## Materials provided
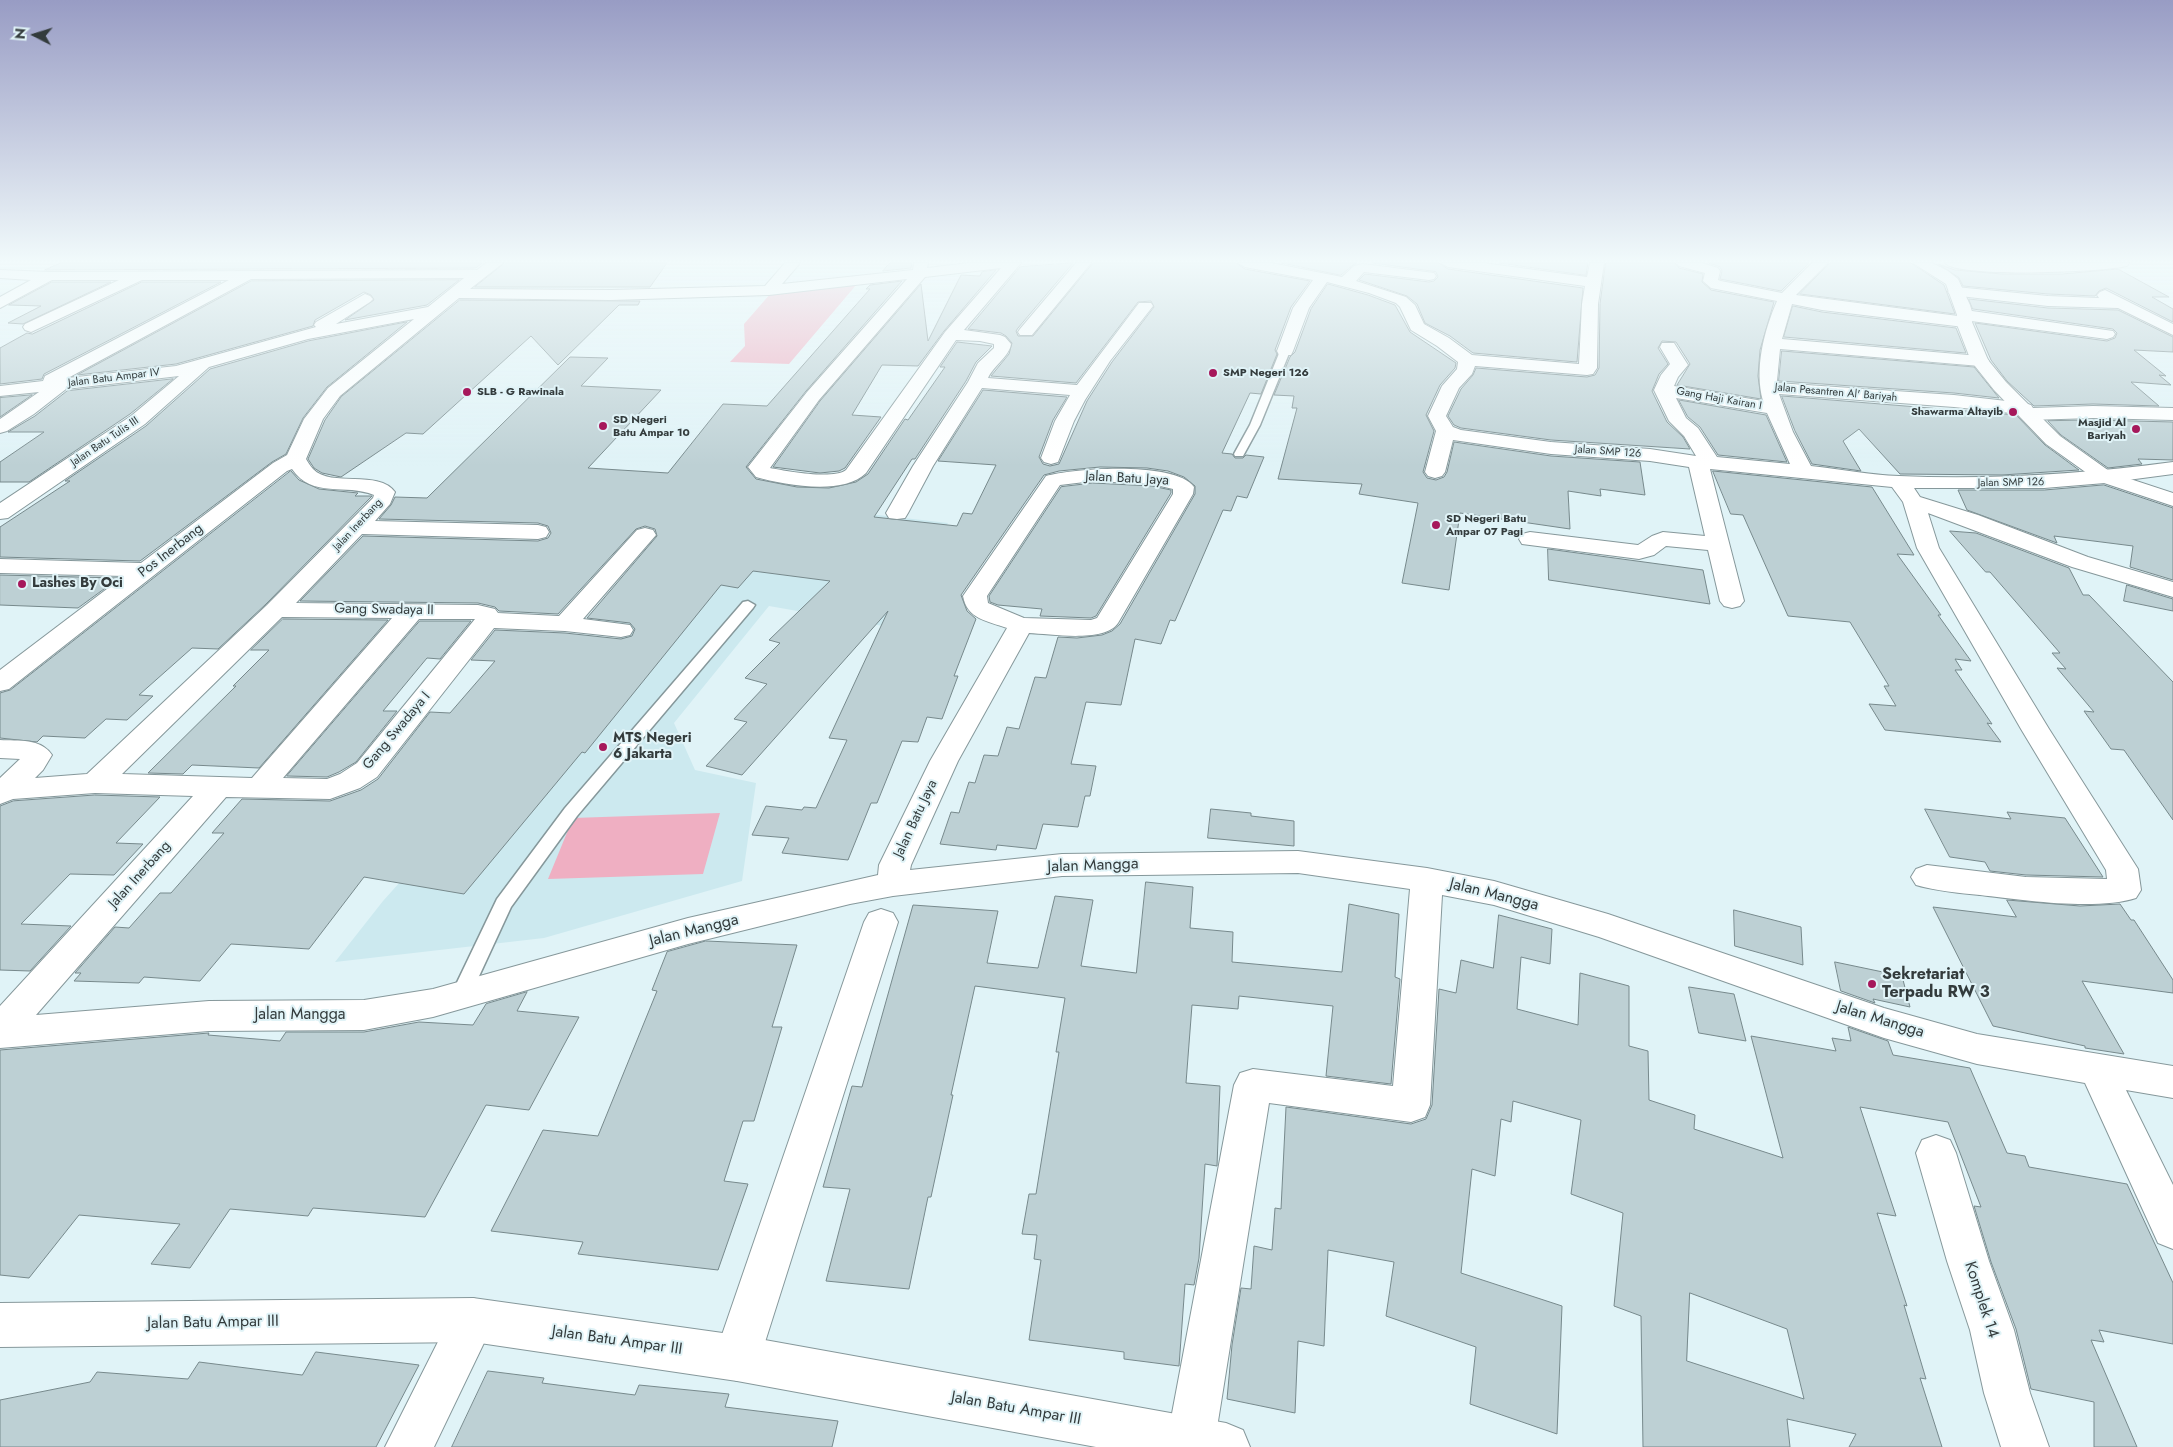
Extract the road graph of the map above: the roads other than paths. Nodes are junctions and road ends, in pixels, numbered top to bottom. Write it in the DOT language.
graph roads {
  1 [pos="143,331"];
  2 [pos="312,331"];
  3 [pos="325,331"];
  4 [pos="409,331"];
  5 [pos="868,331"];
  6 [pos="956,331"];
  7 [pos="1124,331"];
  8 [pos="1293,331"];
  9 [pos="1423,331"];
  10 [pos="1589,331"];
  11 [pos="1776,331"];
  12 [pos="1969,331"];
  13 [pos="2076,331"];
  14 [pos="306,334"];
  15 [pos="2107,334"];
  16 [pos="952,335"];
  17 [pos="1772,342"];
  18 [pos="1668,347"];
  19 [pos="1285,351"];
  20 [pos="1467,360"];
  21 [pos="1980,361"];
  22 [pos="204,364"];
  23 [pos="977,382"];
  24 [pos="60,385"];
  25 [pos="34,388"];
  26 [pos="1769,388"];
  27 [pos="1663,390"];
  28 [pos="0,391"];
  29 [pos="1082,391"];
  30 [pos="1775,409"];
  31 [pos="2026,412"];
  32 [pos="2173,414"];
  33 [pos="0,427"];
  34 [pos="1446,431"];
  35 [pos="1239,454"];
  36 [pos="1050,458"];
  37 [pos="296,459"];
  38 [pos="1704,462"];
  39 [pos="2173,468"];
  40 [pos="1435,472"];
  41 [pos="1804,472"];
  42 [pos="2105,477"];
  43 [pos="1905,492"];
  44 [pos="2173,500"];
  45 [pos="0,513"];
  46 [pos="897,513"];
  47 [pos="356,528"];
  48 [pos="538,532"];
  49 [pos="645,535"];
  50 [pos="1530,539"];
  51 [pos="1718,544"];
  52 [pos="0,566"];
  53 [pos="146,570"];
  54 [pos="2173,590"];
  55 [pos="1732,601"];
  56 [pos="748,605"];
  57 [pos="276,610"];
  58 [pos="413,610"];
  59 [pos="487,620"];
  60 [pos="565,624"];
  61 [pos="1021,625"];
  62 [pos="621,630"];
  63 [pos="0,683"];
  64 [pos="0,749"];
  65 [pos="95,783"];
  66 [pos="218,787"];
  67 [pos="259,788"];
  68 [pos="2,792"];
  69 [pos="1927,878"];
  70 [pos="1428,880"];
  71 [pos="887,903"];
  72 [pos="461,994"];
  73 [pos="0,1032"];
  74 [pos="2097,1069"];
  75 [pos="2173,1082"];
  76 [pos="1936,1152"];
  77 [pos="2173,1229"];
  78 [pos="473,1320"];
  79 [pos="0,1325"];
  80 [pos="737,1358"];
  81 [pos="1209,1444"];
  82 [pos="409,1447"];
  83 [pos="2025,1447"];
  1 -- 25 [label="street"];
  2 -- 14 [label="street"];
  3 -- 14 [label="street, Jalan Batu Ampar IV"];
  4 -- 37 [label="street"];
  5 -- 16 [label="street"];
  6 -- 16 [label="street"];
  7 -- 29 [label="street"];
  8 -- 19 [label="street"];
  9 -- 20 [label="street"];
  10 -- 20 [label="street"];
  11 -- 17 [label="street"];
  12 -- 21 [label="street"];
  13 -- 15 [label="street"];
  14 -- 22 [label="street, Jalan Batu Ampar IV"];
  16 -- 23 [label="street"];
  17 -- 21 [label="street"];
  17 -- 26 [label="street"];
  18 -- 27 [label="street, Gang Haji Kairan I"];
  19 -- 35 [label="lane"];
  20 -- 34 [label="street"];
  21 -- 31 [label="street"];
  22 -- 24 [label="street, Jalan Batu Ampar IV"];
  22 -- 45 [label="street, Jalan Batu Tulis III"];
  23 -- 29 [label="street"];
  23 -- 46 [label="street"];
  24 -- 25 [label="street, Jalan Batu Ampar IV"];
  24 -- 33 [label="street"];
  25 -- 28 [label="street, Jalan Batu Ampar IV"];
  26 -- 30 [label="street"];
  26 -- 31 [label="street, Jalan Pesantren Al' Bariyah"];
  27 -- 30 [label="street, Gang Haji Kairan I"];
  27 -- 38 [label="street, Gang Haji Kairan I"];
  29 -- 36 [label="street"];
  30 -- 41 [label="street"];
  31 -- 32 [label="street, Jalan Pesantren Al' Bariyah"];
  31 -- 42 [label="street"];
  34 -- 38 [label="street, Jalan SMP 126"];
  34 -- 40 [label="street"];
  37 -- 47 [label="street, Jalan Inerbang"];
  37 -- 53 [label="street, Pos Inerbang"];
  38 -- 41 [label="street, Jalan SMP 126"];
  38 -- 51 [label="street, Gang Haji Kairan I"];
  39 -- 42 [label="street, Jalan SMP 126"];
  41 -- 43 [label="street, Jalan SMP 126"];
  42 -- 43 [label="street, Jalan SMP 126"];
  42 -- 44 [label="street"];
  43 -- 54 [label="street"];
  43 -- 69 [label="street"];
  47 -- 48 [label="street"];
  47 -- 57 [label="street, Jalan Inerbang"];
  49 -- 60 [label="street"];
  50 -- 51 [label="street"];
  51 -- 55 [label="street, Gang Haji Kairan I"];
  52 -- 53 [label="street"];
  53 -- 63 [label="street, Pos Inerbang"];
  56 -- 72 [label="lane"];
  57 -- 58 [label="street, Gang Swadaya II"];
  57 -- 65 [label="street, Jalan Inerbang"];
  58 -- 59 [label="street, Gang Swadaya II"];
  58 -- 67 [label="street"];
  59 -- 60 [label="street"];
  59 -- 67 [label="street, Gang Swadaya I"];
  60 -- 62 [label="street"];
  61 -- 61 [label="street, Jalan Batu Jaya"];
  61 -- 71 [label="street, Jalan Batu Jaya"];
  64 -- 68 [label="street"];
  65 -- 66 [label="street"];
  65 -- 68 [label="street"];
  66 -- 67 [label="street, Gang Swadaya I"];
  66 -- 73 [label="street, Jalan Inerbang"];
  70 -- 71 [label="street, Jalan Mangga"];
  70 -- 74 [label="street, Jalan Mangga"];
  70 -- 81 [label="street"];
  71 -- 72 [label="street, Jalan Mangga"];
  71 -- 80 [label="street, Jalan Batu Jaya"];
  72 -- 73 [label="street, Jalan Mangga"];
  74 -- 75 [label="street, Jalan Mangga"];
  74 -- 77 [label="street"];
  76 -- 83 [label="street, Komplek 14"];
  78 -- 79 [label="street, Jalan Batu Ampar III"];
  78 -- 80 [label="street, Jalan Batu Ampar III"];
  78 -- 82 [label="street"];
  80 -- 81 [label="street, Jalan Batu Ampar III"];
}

## What the exercise asks
Only one number is wanted: how many lines in the records above contain the string "Bariyah".

## Solved exercise
2